Tuesday, July 22, 2014

How to filter out background noise from the transcriptome assembly? -- Part 3


Dear readers,
Continuing with the new post in the blog series about filtering the low-confidence transcripts (or background noise) from the transcriptome assembly generated using RNA-Seq reads. 

This particular methods is a classification based method that uses recursive partitioning  and regression trees. Applicability of this method for RNA-Seq based transcriptome assembly was originally demonstrated by Prensner et al.. Most of the details are provided in the supplementary methods of the paper and rest were collected by corresponding with the authors of the paper.

Please note that this method is mainly applicable for the reference genome guided transcriptome assembly for RNA-Seq data-sets in a multi-sample experiment.

Working principle:
Known reference transcripts  (such as RefSeq, Ensembl, UCSC transcripts etc..) represent a comprehensive set of high-confidence transcripts that with wide range of expression levels across various tissue and cell types.  Assembled transcripts with structural and expression features resembling with the reference transcripts can be considered as 'genuine' and those that differ represent background noise.

This method is mainly applicable for multi-sample experiments. It is assumed that you have a set of assembled transcripts that have been unified across all the samples  (using programs such as Cuffdiff or Cuffmerge) and then expression value for each transcript is calculated across all the samples (read my previous post on unifying the transcriptome assemblies).

 
Step 1: Reference transcript comparison and classification
Compare the genomic coordinates of assembled transcripts with the known reference transcripts (that are used for the annotation). This comparison can be done by using Cuffdiff, R-SAP or any other similar program.

Step 2: Classification
Classify the assembled transcripts that overlap with the reference transcripts as 'annotated' or 'known' and remaining transcripts as 'un-annotated' or 'unknown'. This overlap van vary from single nucleotide overlap (most lenient) to a complete exon structure match (most stringent).

Step 3:
For each assembled transcripts, collect transcriptomic, genomic and expression features and create a table as shown in the figure below:













Here:
TxId: TCONS1, TCONS2, TCONS3.... are the assembled transcript Ids.
Tx len: Length of the transcript (in base pairs)
# of exons:  Number of exons in the transcript
# of samples: Number of samples the transcript was detected in
Tx expression: Expression (RPKM or FPKM) of the transcript. Since the transcript is detected across multiple samples, one can take the 95th percentile of expression or maximum expression value
Uniqueness:  Uniqueness score (as determined by UCSC genome browser) for the genomic region that harbor the assembled transcript
Outcome: 'annotated' (represented by 1) or 'un-annotated' (represented by 0) as determined in 'Step 2'.

Note: Additional genomic features such as conservation, mappability, GC percent can also be included in the above tables. These measures can be found using the UCSC genome browser tracks.

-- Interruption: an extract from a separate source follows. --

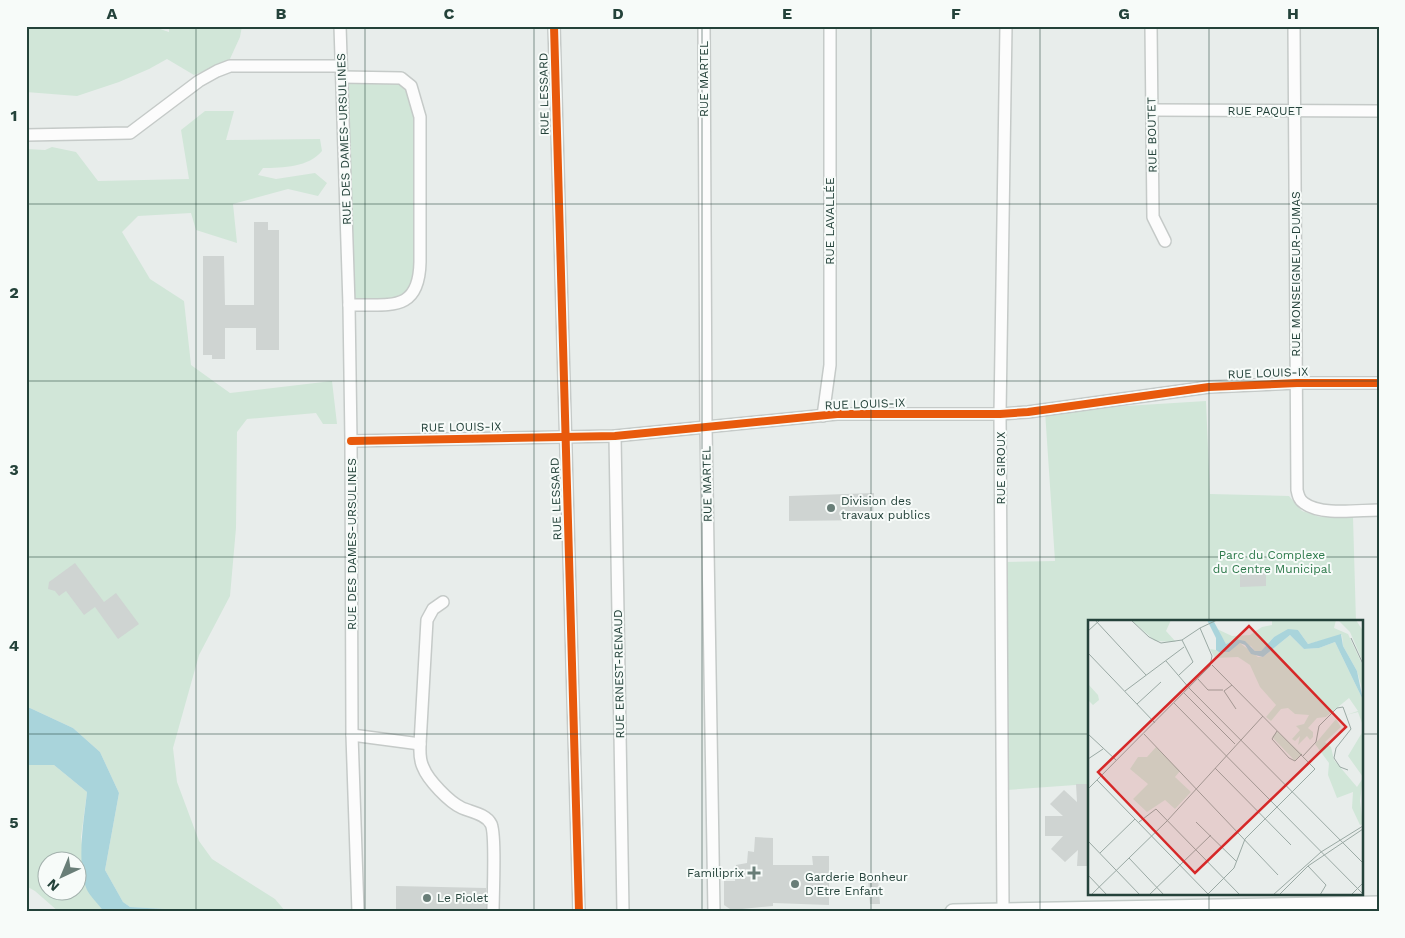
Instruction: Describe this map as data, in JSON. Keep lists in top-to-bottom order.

Step 4: Classification and filtering
In this step assembled transcripts are used as sort of training set that is used to classify the 'un-annotated' transcripts. Classification (or to say more precisely clustering) is done based on the similarity between transcript and genomic features (defined in the table from 'Step 3'). For this classification, a R package called 'rpart' (available here) or 'recursive partitioning and regression trees' is used. Table from 'Step 3' is imported in 'rpart' and classification tree is presented as the output.

In the tree, each node (traversing from root to leaves of the tree) is labeled with the classification criterion. These criteria serve as the cutoff thresholds for calling a transcript genuinely expressed (if clustered withe the 'annotated' transcripts) or background noise (if clustered with the 'un-annotated' transcripts). This classification (or clustering) in rpart is also accompanied by a probability score that can also be used as cutoff for defining a cluster as 'annotated' or 'unannotated' (see the rpart manual here).


Note: As the author suggested in the paper, above filtering should be performed independently for each chromosome in order to account for variability in the gene-density across chromosomes.